On to West Chelsea. I ran into Mike Gaffney of Bobst on the way West and he recommended the African show at Sean Kelly. I started my Chelsea swing at the Santi Moix travel drawings at the Kasmin annex. They were nice and the installation was very beneficial. Sundaram Tagore is in 547 West 27th, a whole new building for me. I rediscovered Priska Juschka (I'd lost them after they left 9th Street in Williamsburg) and the Tim Doud show was quite fine. The Michael Petry show was pretty interesting though the picture in HX was deceptive. I continued on down 27th Street and found a good Joe Ovelman show at Oliver Kamm 5BE. Time was running out, it was about 6 pm but White Box was still letting people in. Their show was "Nuevo arte: colección Tequila Don Julio." It included a couple pieces by Franco Mondini Ruiz from San Antonio whose quattrocento show and pink book were delightful.

So, I had three things on the West Chelsea list and only got to one of them, and it was some of the interstices that made it such a good romp in galleryland.

On Saturday evening, I was reading the Friday Times and noticed the erasure show at Dorsky Gallery Curatorial Programs listed in the "last chance" section. I hadn't been there and decided I could fit in a visit before going to the Carrère & Hastings lecture at Woodlawn Cemetery. When I got to the Dorsky space in Long Island City, they were setting up for an afternoon panel. I really enjoyed the show: Bidlo, Yoko Ono, Christian Holstad, Robin Clark's erased dollars, Oscar Muñoz's fabulous water drawing on hot stone (the drawing disappears as he draws and he keeps repeating on the looped video), Joanne Stamerra Hendricks's "Erase sexism at MoMA" Pink Pearl, and even Rose Mary Woods and her tape from Time.

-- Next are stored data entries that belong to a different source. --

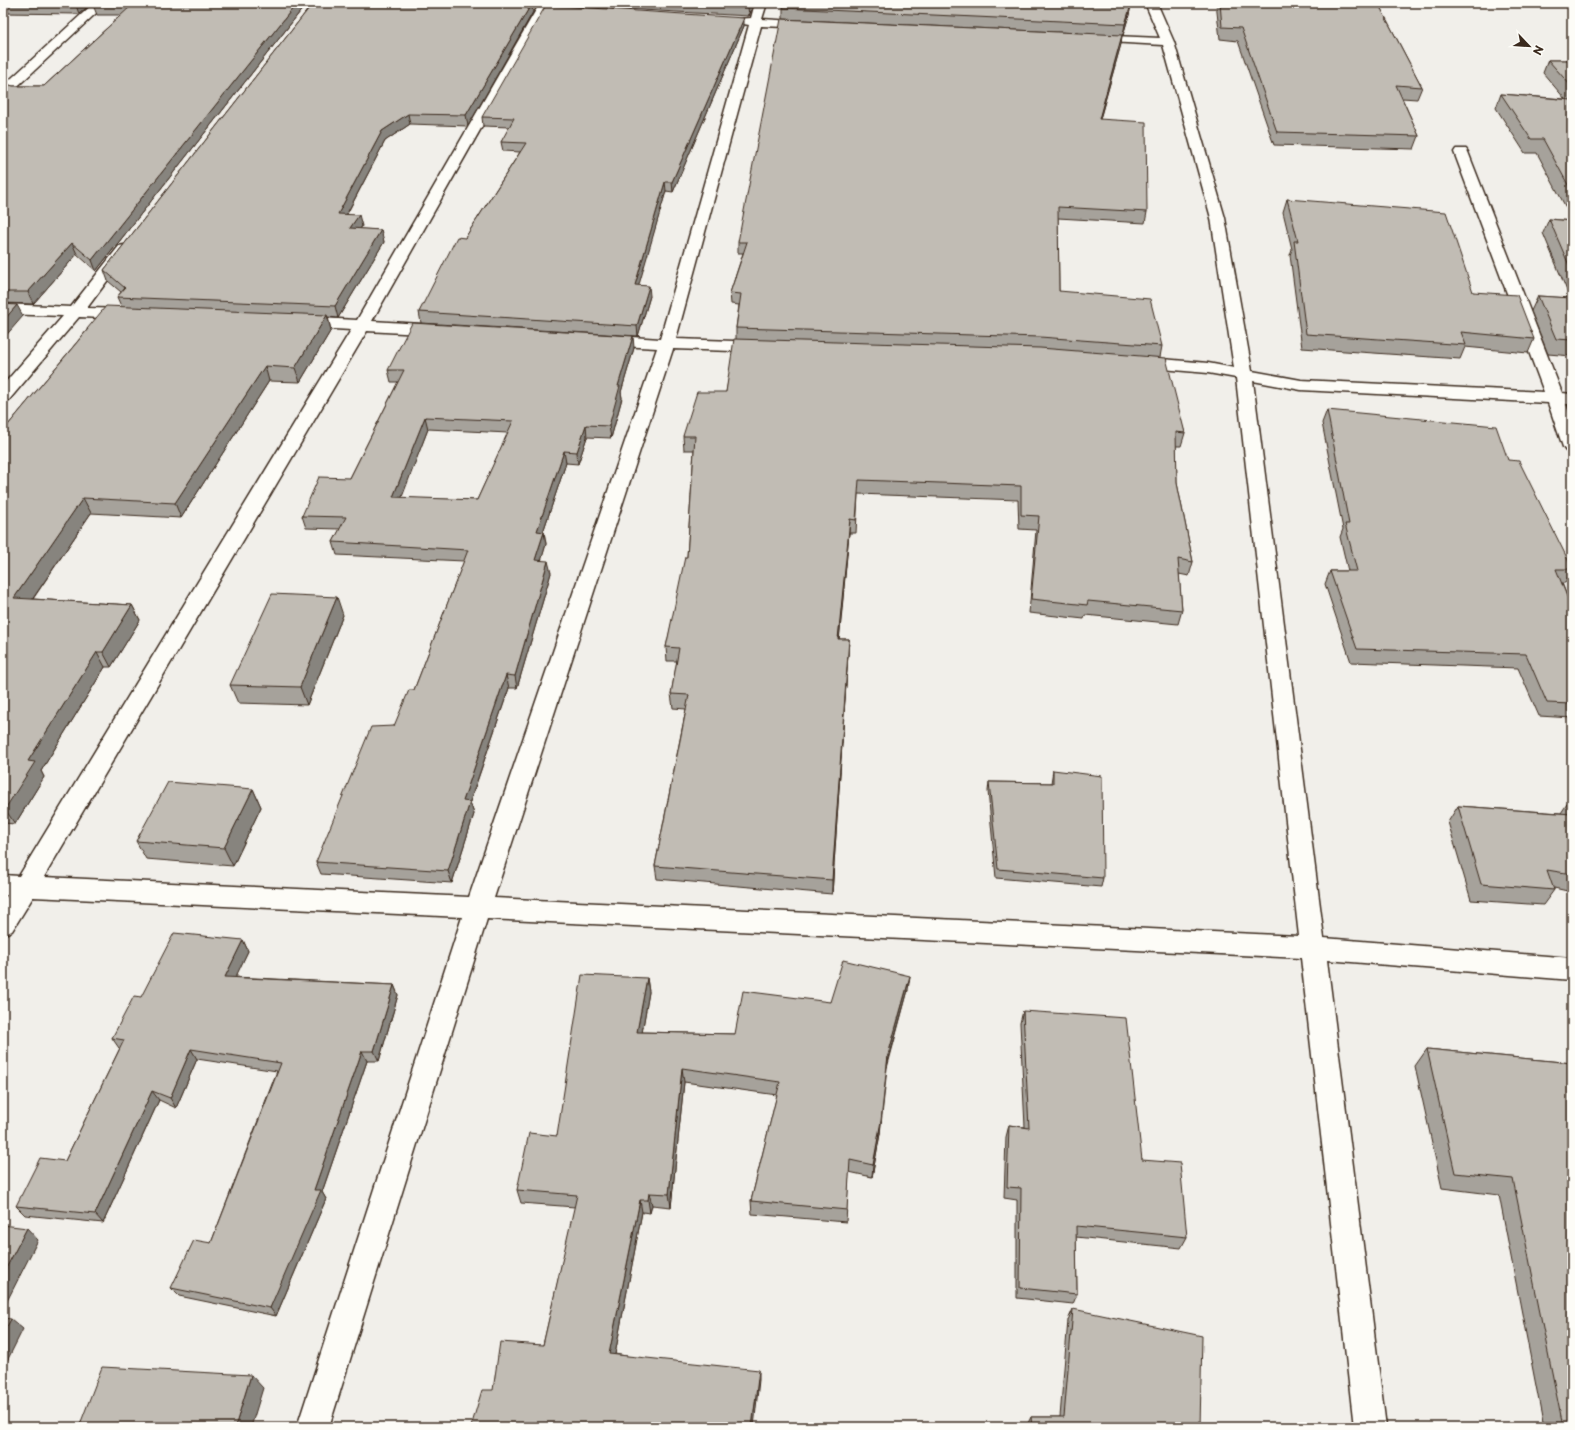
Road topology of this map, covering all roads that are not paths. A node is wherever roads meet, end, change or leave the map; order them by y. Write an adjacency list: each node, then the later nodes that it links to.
1 (101, 3): 10 (street)
2 (761, 3): 6 (street)
3 (1151, 3): 9 (street)
4 (544, 7): 17 (street)
5 (732, 20): 6 (street)
6 (756, 22): 7 (street); 20 (street)
7 (819, 25)
8 (1081, 38): 9 (street)
9 (1168, 42): 23 (street)
10 (3, 93)
11 (1461, 152): 25 (street)
12 (133, 236): 14 (street)
13 (3, 309): 14 (street)
14 (74, 312): 15 (street); 24 (street)
15 (146, 315)
16 (282, 321): 17 (street)
17 (362, 325): 18 (street); 27 (street)
18 (456, 331)
19 (589, 339): 20 (street)
20 (667, 344): 21 (street); 28 (street)
21 (778, 347)
22 (1124, 361): 23 (street)
23 (1244, 375): 25 (street); 30 (street)
24 (3, 396)
25 (1564, 398): 26 (street)
26 (1572, 447)
27 (15, 885): 28 (street); 29 (street)
28 (478, 908): 30 (street); 32 (street)
29 (3, 924)
30 (1313, 948): 31 (street); 33 (street)
31 (1572, 969)
32 (313, 1427)
33 (1370, 1427)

Since it was two hours until the panel, I went over to P.S. 1. I'd been there two weeks ago so it was a revisit to most of the stuff. One of the big shows was "Altered, stitched & gathered" which was good after erased at Dorsky. Favorite moments at P.S. 1: Vija Celmins's stones, Guillermo Kuitca's "Everything" map (the Oregon portion stopped just North of Sunny Valley where Tee lived and the map included Kansas City, Fort Worth, Topeka, Calgary and lots of other places of relevance in one way or another). Still an hour and a half so I went over to Fisher Landau Center for Art where I found a good James Brown show -- the whole 2nd floor. His titles are not unique so I couldn't help but think about the trouble one would have inventing uniform titles for them. Oh, I did LOOK at them but the five entitled "Mexico," done the same year, same size, same collection. One would presumably end up with "Mexico [teal and red]. 1982" as the uniform title. This is when you need universal identifiers; let's hope the Fisher Landau uses accession numbers. And it also reinforces that little adage (thanks, Linda Barnhart) that a thumbnail is part of the descriptive metadata for a work of art, to confirm that you are indeed talking about the same thing. The "erasure" panel was interesting and included a performance piece by Peter Cramer and Jack Waters. The dichotomies: permanence / impermanence; ephemeral / durability; conserve / not conserve (the play of conservation and conservative); fragility. As Lorriane O'Grady said "I don't know many performance artists who have allowed their work to disappear."